With the bubbler (principle of the continuous evaporator, English "Bubble through humidifier") the inspiratory flow is directed through a capillary system. Heated water circulates in the capillaries. The humidification capacity of the soda maker is only small, but can be improved by increasing the water temperature. A bubbler is mostly used for oxygen therapy with high flow via a mask or nasal probe to prevent the mucous membranes from drying out or blockages in the nose and mouth.

Passive humidifiers

Passive humidifiers, also known as Heat and Moisture Exchangers (HME) , are independent of external energy sources or an external water supply. They work as heat and moisture exchangers (special form of surface evaporator) and are placed as an "artificial nose" between the tube and the Y-piece . There they withdraw both heat and moisture from the exhaled air and supply both again when inhaled. Due to significant qualitative differences, only HMEs that guarantee effective respiratory gas humidification should be used. HMEs with a high reversible water retention capacity, low internal volume and low flow resistance are preferred.

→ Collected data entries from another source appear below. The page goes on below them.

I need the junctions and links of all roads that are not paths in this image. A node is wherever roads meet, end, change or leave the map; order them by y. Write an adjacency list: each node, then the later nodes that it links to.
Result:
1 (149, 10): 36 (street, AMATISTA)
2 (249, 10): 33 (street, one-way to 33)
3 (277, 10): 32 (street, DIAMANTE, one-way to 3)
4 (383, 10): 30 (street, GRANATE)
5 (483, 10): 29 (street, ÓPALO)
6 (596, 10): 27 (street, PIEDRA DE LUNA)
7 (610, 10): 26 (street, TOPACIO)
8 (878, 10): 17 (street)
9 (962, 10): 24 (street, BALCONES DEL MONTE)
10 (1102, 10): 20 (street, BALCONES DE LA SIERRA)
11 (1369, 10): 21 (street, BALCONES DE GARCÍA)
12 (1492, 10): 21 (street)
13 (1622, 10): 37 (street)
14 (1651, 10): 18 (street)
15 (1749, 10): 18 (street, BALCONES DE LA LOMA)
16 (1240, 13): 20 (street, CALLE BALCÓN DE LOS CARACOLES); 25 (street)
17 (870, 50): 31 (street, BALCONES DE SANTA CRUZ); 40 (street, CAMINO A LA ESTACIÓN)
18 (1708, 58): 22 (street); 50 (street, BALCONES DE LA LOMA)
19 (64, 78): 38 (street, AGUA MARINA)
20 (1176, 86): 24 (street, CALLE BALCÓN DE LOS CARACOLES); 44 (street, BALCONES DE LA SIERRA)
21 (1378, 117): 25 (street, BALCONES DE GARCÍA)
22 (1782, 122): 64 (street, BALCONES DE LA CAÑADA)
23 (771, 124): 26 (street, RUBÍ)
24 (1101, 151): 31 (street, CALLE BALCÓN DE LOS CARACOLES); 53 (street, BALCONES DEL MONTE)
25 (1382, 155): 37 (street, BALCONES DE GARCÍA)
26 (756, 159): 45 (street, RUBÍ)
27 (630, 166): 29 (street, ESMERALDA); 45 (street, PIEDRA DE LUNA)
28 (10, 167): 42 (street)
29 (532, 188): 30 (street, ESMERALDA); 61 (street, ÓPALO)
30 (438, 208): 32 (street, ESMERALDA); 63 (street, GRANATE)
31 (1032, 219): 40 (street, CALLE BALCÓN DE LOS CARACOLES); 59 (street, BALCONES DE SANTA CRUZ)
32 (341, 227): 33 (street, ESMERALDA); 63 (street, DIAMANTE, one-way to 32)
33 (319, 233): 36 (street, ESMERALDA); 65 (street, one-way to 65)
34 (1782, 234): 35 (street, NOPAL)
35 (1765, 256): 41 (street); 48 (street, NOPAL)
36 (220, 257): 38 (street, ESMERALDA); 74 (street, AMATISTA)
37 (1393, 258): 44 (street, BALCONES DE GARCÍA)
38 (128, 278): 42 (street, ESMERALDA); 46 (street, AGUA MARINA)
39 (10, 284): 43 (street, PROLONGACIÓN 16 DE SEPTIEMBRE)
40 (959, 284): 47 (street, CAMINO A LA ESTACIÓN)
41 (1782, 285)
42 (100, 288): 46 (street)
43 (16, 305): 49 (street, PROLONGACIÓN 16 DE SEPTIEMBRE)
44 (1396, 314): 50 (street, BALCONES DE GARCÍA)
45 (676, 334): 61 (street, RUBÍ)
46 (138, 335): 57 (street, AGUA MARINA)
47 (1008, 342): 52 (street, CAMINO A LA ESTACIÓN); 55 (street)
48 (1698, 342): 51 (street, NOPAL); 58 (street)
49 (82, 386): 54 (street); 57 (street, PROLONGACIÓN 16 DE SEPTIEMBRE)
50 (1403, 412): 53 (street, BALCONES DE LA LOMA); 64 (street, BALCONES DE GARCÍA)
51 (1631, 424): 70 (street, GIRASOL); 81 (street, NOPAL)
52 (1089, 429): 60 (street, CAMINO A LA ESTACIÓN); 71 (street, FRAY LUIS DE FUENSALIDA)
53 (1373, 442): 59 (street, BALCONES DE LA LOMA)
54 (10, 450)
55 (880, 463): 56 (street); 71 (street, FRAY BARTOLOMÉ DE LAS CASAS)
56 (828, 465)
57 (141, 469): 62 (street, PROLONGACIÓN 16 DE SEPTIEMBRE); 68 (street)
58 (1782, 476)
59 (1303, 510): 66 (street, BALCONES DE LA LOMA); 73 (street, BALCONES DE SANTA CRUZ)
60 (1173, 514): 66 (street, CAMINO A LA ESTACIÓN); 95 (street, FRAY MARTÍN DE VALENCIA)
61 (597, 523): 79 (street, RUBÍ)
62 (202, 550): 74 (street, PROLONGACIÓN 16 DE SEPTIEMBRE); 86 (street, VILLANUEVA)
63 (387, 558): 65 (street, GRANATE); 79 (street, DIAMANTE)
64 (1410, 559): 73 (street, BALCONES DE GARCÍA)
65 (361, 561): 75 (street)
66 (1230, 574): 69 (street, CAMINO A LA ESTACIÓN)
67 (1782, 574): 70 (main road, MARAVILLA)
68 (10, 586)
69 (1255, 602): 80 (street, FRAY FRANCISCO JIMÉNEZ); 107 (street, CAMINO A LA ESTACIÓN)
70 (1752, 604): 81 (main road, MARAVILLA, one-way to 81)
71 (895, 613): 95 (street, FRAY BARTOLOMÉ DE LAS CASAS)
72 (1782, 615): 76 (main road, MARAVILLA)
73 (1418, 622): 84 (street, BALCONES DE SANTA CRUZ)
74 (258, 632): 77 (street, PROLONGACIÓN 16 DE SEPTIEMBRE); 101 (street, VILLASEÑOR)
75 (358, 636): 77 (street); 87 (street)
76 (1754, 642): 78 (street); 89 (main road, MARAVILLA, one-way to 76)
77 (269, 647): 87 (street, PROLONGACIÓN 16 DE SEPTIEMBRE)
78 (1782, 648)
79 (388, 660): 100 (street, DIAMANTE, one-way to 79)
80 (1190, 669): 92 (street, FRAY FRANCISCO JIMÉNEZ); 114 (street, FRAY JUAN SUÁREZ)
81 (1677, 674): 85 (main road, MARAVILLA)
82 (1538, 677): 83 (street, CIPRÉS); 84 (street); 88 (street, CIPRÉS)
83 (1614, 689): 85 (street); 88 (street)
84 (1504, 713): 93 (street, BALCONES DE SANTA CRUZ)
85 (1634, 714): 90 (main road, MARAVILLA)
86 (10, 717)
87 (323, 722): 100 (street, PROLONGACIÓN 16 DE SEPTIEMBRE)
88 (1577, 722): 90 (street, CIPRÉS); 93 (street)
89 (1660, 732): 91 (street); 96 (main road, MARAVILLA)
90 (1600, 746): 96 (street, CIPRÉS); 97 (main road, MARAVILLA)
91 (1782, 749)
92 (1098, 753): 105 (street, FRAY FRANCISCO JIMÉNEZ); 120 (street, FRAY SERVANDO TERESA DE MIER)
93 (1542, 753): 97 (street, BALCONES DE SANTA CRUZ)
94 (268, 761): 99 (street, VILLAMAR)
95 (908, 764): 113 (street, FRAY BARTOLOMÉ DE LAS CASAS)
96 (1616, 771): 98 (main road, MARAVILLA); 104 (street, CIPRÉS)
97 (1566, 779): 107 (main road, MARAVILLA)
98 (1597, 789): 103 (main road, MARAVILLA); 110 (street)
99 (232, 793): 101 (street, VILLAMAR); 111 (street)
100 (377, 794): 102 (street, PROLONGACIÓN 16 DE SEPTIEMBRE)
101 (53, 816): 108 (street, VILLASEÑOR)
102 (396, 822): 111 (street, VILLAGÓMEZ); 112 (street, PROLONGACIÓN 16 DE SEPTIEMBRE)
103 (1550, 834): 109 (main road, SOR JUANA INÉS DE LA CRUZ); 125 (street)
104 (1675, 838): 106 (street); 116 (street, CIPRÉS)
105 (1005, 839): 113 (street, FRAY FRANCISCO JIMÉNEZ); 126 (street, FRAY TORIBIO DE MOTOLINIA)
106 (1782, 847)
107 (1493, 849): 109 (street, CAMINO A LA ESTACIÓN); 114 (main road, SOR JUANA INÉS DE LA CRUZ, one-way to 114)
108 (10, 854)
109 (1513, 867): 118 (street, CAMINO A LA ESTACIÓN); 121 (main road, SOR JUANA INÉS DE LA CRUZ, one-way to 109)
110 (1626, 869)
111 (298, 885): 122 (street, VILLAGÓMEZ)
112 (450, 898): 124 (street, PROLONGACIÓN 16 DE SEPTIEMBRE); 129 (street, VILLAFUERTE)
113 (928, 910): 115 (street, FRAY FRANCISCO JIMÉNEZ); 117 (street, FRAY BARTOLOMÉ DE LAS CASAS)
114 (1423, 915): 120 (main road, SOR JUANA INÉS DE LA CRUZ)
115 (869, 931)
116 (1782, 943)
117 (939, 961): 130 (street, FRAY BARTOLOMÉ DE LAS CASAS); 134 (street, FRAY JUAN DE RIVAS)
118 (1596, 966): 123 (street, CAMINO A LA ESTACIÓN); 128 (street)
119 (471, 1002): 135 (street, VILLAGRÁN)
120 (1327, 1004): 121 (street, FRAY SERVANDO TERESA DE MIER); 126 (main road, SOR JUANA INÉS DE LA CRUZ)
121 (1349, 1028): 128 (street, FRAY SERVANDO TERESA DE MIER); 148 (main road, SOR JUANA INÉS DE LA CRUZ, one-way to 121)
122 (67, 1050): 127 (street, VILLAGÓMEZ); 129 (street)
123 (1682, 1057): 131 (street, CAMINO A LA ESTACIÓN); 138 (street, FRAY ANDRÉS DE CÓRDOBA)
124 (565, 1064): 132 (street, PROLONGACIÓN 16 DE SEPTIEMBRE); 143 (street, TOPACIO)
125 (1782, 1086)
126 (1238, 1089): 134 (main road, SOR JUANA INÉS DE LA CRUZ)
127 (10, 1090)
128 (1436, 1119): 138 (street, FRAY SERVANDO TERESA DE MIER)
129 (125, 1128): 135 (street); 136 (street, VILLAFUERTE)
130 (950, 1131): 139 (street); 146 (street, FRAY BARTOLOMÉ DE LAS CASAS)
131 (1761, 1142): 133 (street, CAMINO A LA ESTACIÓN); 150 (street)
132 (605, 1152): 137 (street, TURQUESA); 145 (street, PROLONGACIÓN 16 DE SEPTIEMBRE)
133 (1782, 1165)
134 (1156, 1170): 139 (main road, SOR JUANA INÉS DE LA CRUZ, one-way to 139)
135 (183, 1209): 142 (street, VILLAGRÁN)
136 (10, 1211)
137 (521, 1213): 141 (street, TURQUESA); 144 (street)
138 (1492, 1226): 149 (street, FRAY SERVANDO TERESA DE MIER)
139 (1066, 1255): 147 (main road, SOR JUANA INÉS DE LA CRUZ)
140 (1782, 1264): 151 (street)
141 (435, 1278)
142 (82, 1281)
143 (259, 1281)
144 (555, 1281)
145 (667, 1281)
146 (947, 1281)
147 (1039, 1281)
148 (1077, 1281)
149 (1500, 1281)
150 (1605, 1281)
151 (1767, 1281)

In order to absorb enough water and heat, the HME must be completely permeated by the expiratory breathing gas flow. In the case of leaks, such as those that occur in patients with bronchial fistulas, this requirement is not met. There is also a risk in patients with increased secretion production, bleeding, etc. Here the HME can be relocated. In these cases, the use of active respiratory gas humidifiers is recommended.

literature

  • W. Oczenski, H. Andel, A. Werba: Breathing - breathing aids. Thieme, Stuttgart 2003, ISBN 3-13-137696-1 .
  • J. Rathgeber: Fundamentals of mechanical ventilation. Aktiv Druck, Ebelsbach 1999, ISBN 3-932653-02-5 .
  • S. Schäfer, F. Kirsch, G. Scheuermann, R. Wagner: Specialist care ventilation. Elsevier, 2005, ISBN 3-437-25182-1 .
  • A. Schulze: Respiratory Gas Conditioning and Humidification. In: Clin Perinatol. 34, 2007, pp. 19-33, ISSN  0095-5108
  • MP Shelly, GM Lloyd, GR Park: A review of the mechanism and methods of humidification of inspired gases. In: Intens Care Med. 14, 1988, p. 1, ISSN  0342-4642
  • F. Kapadia, M. Shelly, JM Anthony et al .: An active heat and moisture exchanger. In: Br. J. Anaest. 69, 1992, pp. 640-642, ISSN  0007-0912
  • W. Mauritz, K. Steinreadyhner: Humidification of the breathing gas, physical therapy. In: J. Kilian, H. Benzer, FW Ahnefeld (ed.): Basic principles of ventilation. Springer, Berlin a. a. 1991, ISBN 3-540-53078-9 , 2nd, unchanged edition, ibid. 1994, ISBN 3-540-57904-4 , pp. 304-313.